Il y a bien des années que je ne t’ai vu, bien des années que je n’ai reçu de tes nouvelles. En jetant dernièrement les yeux sur un journal de notre comté, j’ai aperçu ton nom ; cela m’a fait songer au passé, aux événements qui ont eu lieu depuis que nous nous sommes quittés, et je me suis mis à t’écrire ; je ne sais pas ce que tu as fait ni ce que tu es devenu, mais tu apprendras, si tu veux bien lire cette lettre, comment la vie s’est comportée envers moi.
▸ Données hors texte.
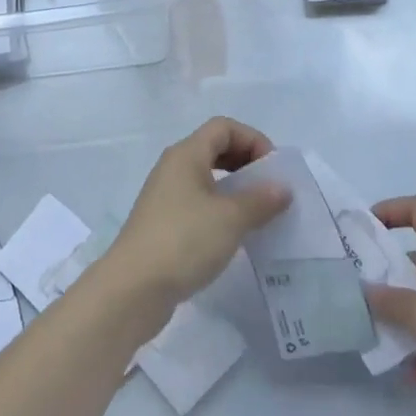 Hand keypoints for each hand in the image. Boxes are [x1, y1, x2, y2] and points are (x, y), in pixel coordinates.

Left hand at [103, 116, 290, 323]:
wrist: (133, 288)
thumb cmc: (184, 240)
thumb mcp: (230, 218)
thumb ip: (260, 200)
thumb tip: (281, 188)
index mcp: (186, 154)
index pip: (223, 127)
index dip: (252, 139)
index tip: (273, 170)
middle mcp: (173, 167)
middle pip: (214, 148)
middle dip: (245, 162)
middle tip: (269, 189)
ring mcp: (165, 195)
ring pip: (206, 177)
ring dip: (234, 188)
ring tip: (257, 213)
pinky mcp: (163, 223)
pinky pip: (197, 202)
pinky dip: (219, 209)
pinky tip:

J’eus d’abord, en sortant du collége, une entrevue avec l’honorable John Seacombe et avec lord Tynedale, mes oncles maternels. Ils me demandèrent si je voulais entrer dans l’Église : lord Tynedale m’offrit la cure de Seacombe, dont il dispose ; et mon autre oncle m’insinua qu’en devenant recteur de Seacombe-cum-Scaife il pourrait m’être permis de placer à la tête de ma maison et de ma paroisse l’une de mes six cousines, ses filles, pour lesquelles j’éprouvais une égale répugnance.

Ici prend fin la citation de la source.